Del Toro's creature isn't like that; he's an innocent and stays innocent, killing only in self-defense, being relentlessly sweet, a Romance hero of the Byronic kind-- actually less than Byronic, as the word describes a dark dangerous figure. Del Toro seems to want to rehabilitate Shelley's creature, purge it of its sins; any flaw in its creation is to be directly blamed on Harlander's last-minute interference with one of Victor's steampunk lightning rods.
The ending is an orgy of last-minute father-son bonding and forgiveness, a moment more gruesome than all the mutilated corpses preceding. As for the creature's fate-- arguably del Toro's most audacious conceit is to marry Frankenstein's story with vampire lore, drawing from elements used in Blade 2 and The Strain-- now the creature isn't just inhumanly fast and unnervingly strong he's impossible to kill, immortal without the need to feed on human blood. He's cursed as many del Toro heroes are cursed-- a Pinocchio or a Blade or Hellboy or an Amphibian Man-- doomed to wander the Earth hunted and misunderstood, doing good because his heart says he must.
Not quite what I hoped. Shelley's novel draws from deep within herself, from a mother who lost a child before birthing an immortal tale, her book is full of high feelings and dark thoughts, and the sense of things gone beyond any one man's ability to repair them. Del Toro gives you the sense that nothing can't be fixed by a good sit-down talk and a big hug in the end.
Elordi is a gorgeous creature no doubt but I so much prefer Shelley's, with its mix of the noble and grotesque: "His limbs were in proportion, and I had selected his features as beautiful. Beautiful! Great God! His yellow skin scarcely covered the work of muscles and arteries beneath; his hair was of a lustrous black, and flowing; his teeth of a pearly whiteness; but these luxuriances only formed a more horrid contrast with his watery eyes, that seemed almost of the same colour as the dun-white sockets in which they were set, his shrivelled complexion and straight black lips." Del Toro as with most modern designers like a consistent design; Shelley knew the value of setting a disparate detail beside the other, one mocking the other.
Might point out that del Toro may have consciously or unconsciously so admired Shelley's book he felt he couldn't reach her level and decided he had to sabotage his own efforts, set alternate goals-- like showing the perils of techbro patronage, the waste wrought by sexism, the possibility of redeeming irredeemably broken relationships. Del Toro might have so loved the creature-- his career is all about the monster as hero-- that he wanted to redeem the creature, have him forgive as well as be forgiven. One wants to salute del Toro's humility; one also wonders if perhaps he'd blown his one best chance at shooting his ultimate wad.

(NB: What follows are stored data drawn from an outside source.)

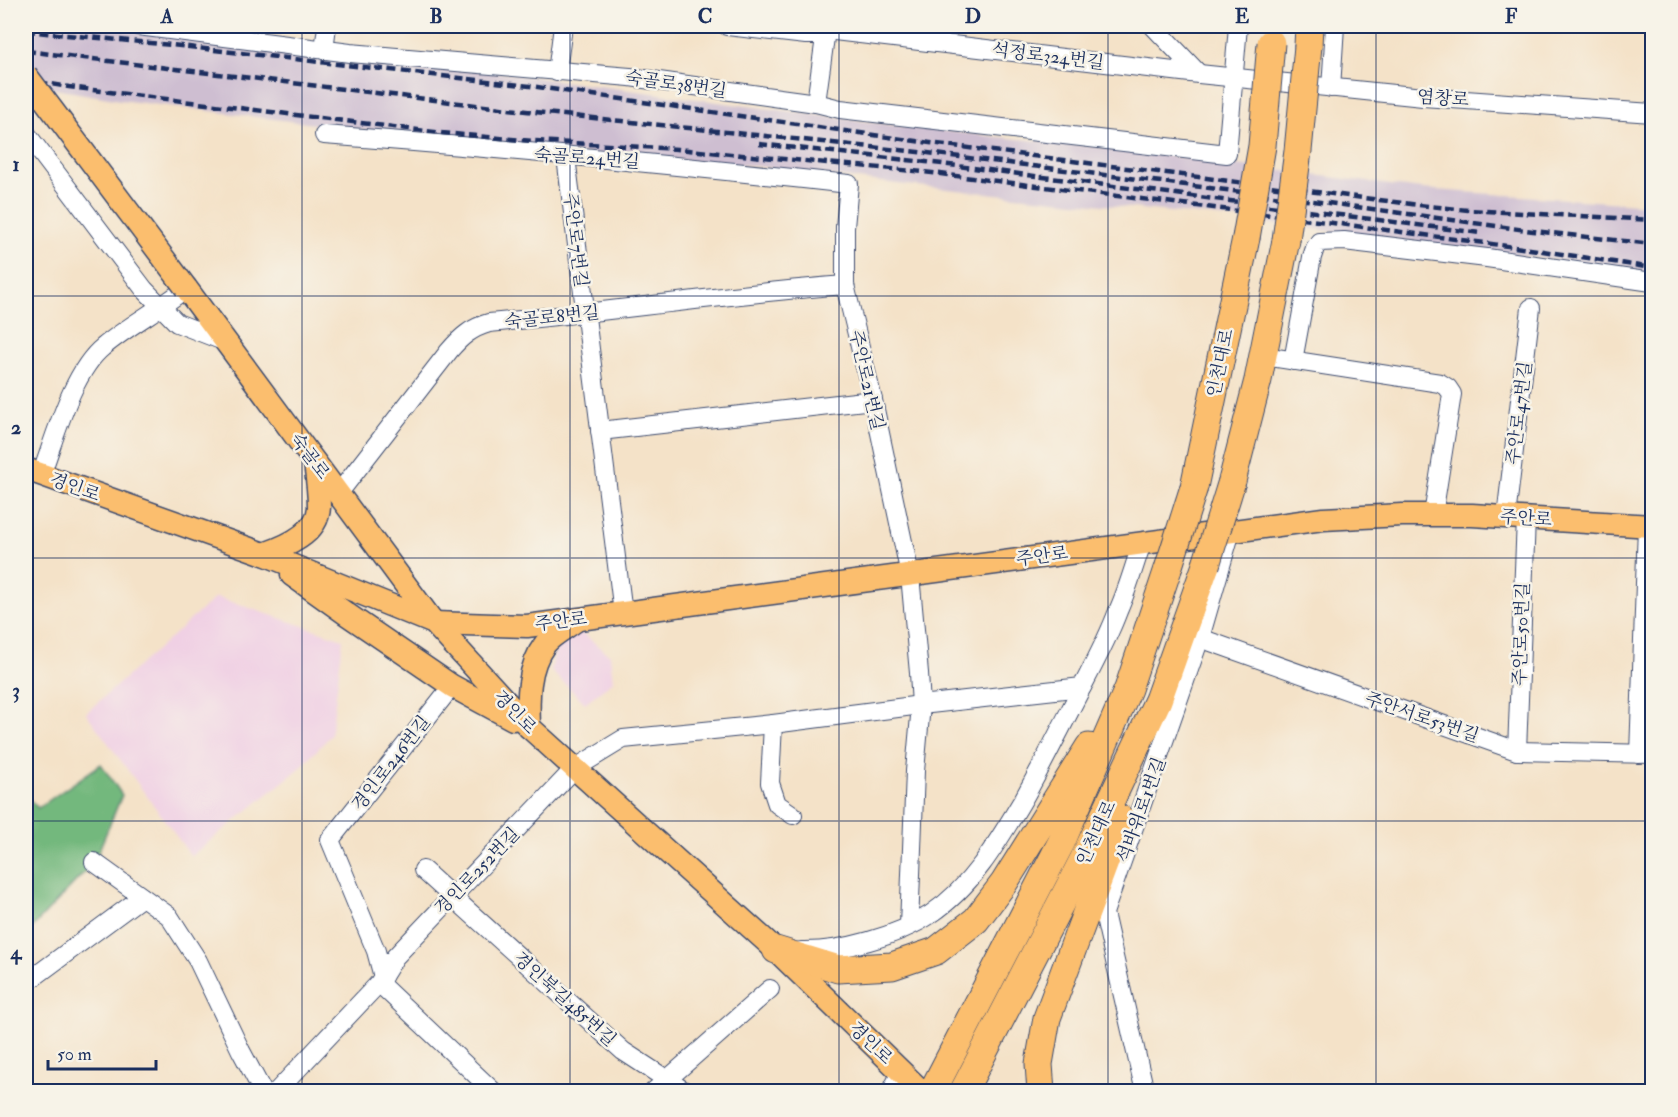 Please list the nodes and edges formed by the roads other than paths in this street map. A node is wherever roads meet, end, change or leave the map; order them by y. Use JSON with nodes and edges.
{"nodes":[{"id":1,"x":138,"y":26,"type":"edge"},
{"id":2,"x":327,"y":26,"type":"edge"},
{"id":3,"x":563,"y":26,"type":"edge"},
{"id":4,"x":727,"y":26,"type":"edge"},
{"id":5,"x":1153,"y":26,"type":"edge"},
{"id":6,"x":1238,"y":26,"type":"edge"},
{"id":7,"x":1335,"y":26,"type":"edge"},
{"id":8,"x":825,"y":28,"type":"edge"},
{"id":9,"x":1271,"y":34,"type":"edge"},
{"id":10,"x":1309,"y":36,"type":"edge"},
{"id":11,"x":324,"y":50,"type":"junction"},
{"id":12,"x":557,"y":72,"type":"junction"},
{"id":13,"x":1199,"y":74,"type":"junction"},
{"id":14,"x":26,"y":75,"type":"edge"},
{"id":15,"x":1234,"y":78,"type":"junction"},
{"id":16,"x":1331,"y":88,"type":"junction"},
{"id":17,"x":816,"y":103,"type":"junction"},
{"id":18,"x":1653,"y":113,"type":"edge"},
{"id":19,"x":26,"y":133,"type":"edge"},
{"id":20,"x":324,"y":135,"type":"dead end"},
{"id":21,"x":566,"y":157,"type":"junction"},
{"id":22,"x":849,"y":184,"type":"joint"},
{"id":23,"x":1653,"y":282,"type":"edge"},
{"id":24,"x":845,"y":285,"type":"junction"},
{"id":25,"x":186,"y":288,"type":"junction"},
{"id":26,"x":160,"y":307,"type":"junction"},
{"id":27,"x":1532,"y":308,"type":"dead end"},
{"id":28,"x":586,"y":314,"type":"junction"},
{"id":29,"x":226,"y":342,"type":"junction"},
{"id":30,"x":1263,"y":356,"type":"junction"},
{"id":31,"x":1293,"y":361,"type":"junction"},
{"id":32,"x":873,"y":400,"type":"junction"},
{"id":33,"x":600,"y":431,"type":"junction"},
{"id":34,"x":315,"y":463,"type":"junction"},
{"id":35,"x":33,"y":472,"type":"edge"},
{"id":36,"x":338,"y":494,"type":"junction"},
{"id":37,"x":1433,"y":515,"type":"junction"},
{"id":38,"x":1516,"y":518,"type":"junction"},
{"id":39,"x":1650,"y":526,"type":"edge"},
{"id":40,"x":1231,"y":531,"type":"junction"},
{"id":41,"x":1142,"y":543,"type":"junction"},
{"id":42,"x":264,"y":555,"type":"junction"},
{"id":43,"x":910,"y":575,"type":"junction"},
{"id":44,"x":623,"y":613,"type":"junction"},
{"id":45,"x":578,"y":619,"type":"junction"},
{"id":46,"x":434,"y":623,"type":"junction"},
{"id":47,"x":1200,"y":638,"type":"junction"},
{"id":48,"x":452,"y":686,"type":"junction"},
{"id":49,"x":1082,"y":687,"type":"junction"},
{"id":50,"x":1128,"y":688,"type":"junction"},
{"id":51,"x":1158,"y":700,"type":"junction"},
{"id":52,"x":921,"y":705,"type":"junction"},
{"id":53,"x":773,"y":723,"type":"junction"},
{"id":54,"x":529,"y":727,"type":"junction"},
{"id":55,"x":1517,"y":751,"type":"junction"},
{"id":56,"x":1646,"y":754,"type":"edge"},
{"id":57,"x":574,"y":769,"type":"junction"},
{"id":58,"x":793,"y":815,"type":"dead end"},
{"id":59,"x":94,"y":862,"type":"dead end"},
{"id":60,"x":423,"y":870,"type":"dead end"},
{"id":61,"x":142,"y":897,"type":"junction"},
{"id":62,"x":452,"y":897,"type":"junction"},
{"id":63,"x":909,"y":926,"type":"junction"},
{"id":64,"x":776,"y":950,"type":"junction"},
{"id":65,"x":381,"y":980,"type":"junction"},
{"id":66,"x":26,"y":983,"type":"edge"},
{"id":67,"x":770,"y":989,"type":"dead end"},
{"id":68,"x":666,"y":1079,"type":"junction"},
{"id":69,"x":896,"y":1082,"type":"edge"},
{"id":70,"x":263,"y":1092,"type":"edge"},
{"id":71,"x":276,"y":1092,"type":"edge"},
{"id":72,"x":494,"y":1092,"type":"edge"},
{"id":73,"x":653,"y":1092,"type":"edge"},
{"id":74,"x":686,"y":1092,"type":"edge"},
{"id":75,"x":922,"y":1092,"type":"edge"},
{"id":76,"x":932,"y":1092,"type":"edge"},
{"id":77,"x":963,"y":1092,"type":"edge"},
{"id":78,"x":1041,"y":1092,"type":"edge"},
{"id":79,"x":1145,"y":1092,"type":"edge"}],
"edges":[{"from":1,"to":11,"type":"street","name":"숙골로38번길"},
{"from":2,"to":11,"type":"street"},
{"from":3,"to":12,"type":"street"},
{"from":4,"to":8,"type":"street","name":"석정로324번길"},
{"from":5,"to":13,"type":"street"},
{"from":6,"to":15,"type":"street"},
{"from":7,"to":16,"type":"street"},
{"from":8,"to":13,"type":"street","name":"석정로324번길"},
{"from":8,"to":17,"type":"street"},
{"from":9,"to":50,"type":"highway","name":"인천대로","bridge":true},
{"from":10,"to":30,"type":"highway","bridge":true},
{"from":11,"to":12,"type":"street","name":"숙골로38번길"},
{"from":12,"to":17,"type":"street","name":"숙골로38번길"},
{"from":13,"to":15,"type":"street","name":"석정로324번길"},
{"from":14,"to":25,"type":"main road","name":"숙골로","bridge":true},
{"from":15,"to":16,"type":"street","name":"염창로"},
{"from":15,"to":17,"type":"street","name":"숙골로38번길"},
{"from":16,"to":18,"type":"street","name":"염창로"},
{"from":19,"to":26,"type":"street"},
{"from":20,"to":21,"type":"street","name":"숙골로24번길"},
{"from":21,"to":22,"type":"street","name":"숙골로24번길"},
{"from":21,"to":28,"type":"street","name":"주안로7번길"},
{"from":22,"to":24,"type":"street","name":"주안로21번길"},
{"from":23,"to":31,"type":"street"},
{"from":24,"to":28,"type":"street","name":"숙골로8번길"},
{"from":24,"to":32,"type":"street","name":"주안로21번길"},
{"from":25,"to":26,"type":"street"},
{"from":25,"to":29,"type":"main road","name":"숙골로"},
{"from":26,"to":29,"type":"street"},
{"from":26,"to":35,"type":"street"},
{"from":27,"to":38,"type":"street","name":"주안로47번길"},
{"from":28,"to":33,"type":"street","name":"주안로7번길"},
{"from":28,"to":36,"type":"street","name":"숙골로8번길"},
{"from":29,"to":34,"type":"main road","name":"숙골로"},
{"from":30,"to":31,"type":"street"},
{"from":30,"to":51,"type":"highway","name":"인천대로","bridge":true},
{"from":31,"to":37,"type":"street"},
{"from":32,"to":33,"type":"street"},
{"from":32,"to":43,"type":"street","name":"주안로21번길"},
{"from":33,"to":44,"type":"street","name":"주안로7번길"},
{"from":34,"to":36,"type":"main road","name":"숙골로"},
{"from":34,"to":42,"type":"main road"},
{"from":35,"to":42,"type":"main road","name":"경인로"},
{"from":36,"to":46,"type":"main road","name":"숙골로"},
{"from":37,"to":38,"type":"main road","name":"주안로"},
{"from":37,"to":40,"type":"main road","name":"주안로"},
{"from":38,"to":39,"type":"main road","name":"주안로"},
{"from":38,"to":55,"type":"street","name":"주안로50번길"},
{"from":39,"to":56,"type":"street"},
{"from":40,"to":41,"type":"main road","name":"주안로"},
{"from":40,"to":47,"type":"street","name":"석바위로1번길"},
{"from":41,"to":43,"type":"main road","name":"주안로"},
{"from":41,"to":49,"type":"street"},
{"from":42,"to":46,"type":"main road","name":"경인로"},
{"from":42,"to":48,"type":"main road"},
{"from":43,"to":44,"type":"main road","name":"주안로"},
{"from":43,"to":52,"type":"street","name":"주안로21번길"},
{"from":44,"to":45,"type":"main road","name":"주안로"},
{"from":45,"to":46,"type":"main road","name":"주안로"},
{"from":45,"to":54,"type":"main road"},
{"from":46,"to":54,"type":"main road","name":"경인로"},
{"from":47,"to":55,"type":"street","name":"주안서로53번길"},
{"from":47,"to":79,"type":"street","name":"석바위로1번길"},
{"from":48,"to":54,"type":"main road"},
{"from":48,"to":65,"type":"street","name":"경인로246번길"},
{"from":49,"to":52,"type":"street","name":"경인로252번길"},
{"from":49,"to":63,"type":"street"},
{"from":50,"to":64,"type":"highway"},
{"from":50,"to":76,"type":"highway","name":"인천대로"},
{"from":51,"to":77,"type":"highway","name":"인천대로"},
{"from":51,"to":78,"type":"highway"},
{"from":52,"to":53,"type":"street","name":"경인로252번길"},
{"from":52,"to":63,"type":"street","name":"주안로21번길"},
{"from":53,"to":57,"type":"street","name":"경인로252번길"},
{"from":53,"to":58,"type":"street"},
{"from":54,"to":57,"type":"main road","name":"경인로"},
{"from":55,"to":56,"type":"street","name":"주안서로53번길"},
{"from":57,"to":62,"type":"street","name":"경인로252번길"},
{"from":57,"to":64,"type":"main road","name":"경인로"},
{"from":59,"to":61,"type":"street"},
{"from":60,"to":62,"type":"street","name":"경인북길485번길"},
{"from":61,"to":66,"type":"street"},
{"from":61,"to":70,"type":"street"},
{"from":62,"to":65,"type":"street","name":"경인로252번길"},
{"from":62,"to":68,"type":"street","name":"경인북길485번길"},
{"from":63,"to":64,"type":"street"},
{"from":64,"to":69,"type":"main road","name":"경인로"},
{"from":65,"to":71,"type":"street","name":"경인로252번길"},
{"from":65,"to":72,"type":"street"},
{"from":67,"to":68,"type":"street"},
{"from":68,"to":73,"type":"street"},
{"from":68,"to":74,"type":"street","name":"경인북길485번길"},
{"from":69,"to":75,"type":"main road","name":"경인로"}]}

Too long didn't read: basically I admired del Toro's picture when it was at its ugliest, felt remorse when it was at its most cosmetically beautiful.
But this is my first viewing; the film, arguably del Toro's most personal, is a repulsively stitched-together assembly of wildly incompatible parts-- much come to think of it, like Shelley's creature. Over time the stitching might heal, with textured skin grown over the glossy patches; over time I might better appreciate this clearly beloved effort, and see it for what it is: an ugly duckling dreaming of becoming a swan. Maybe, who knows? Stranger things have happened.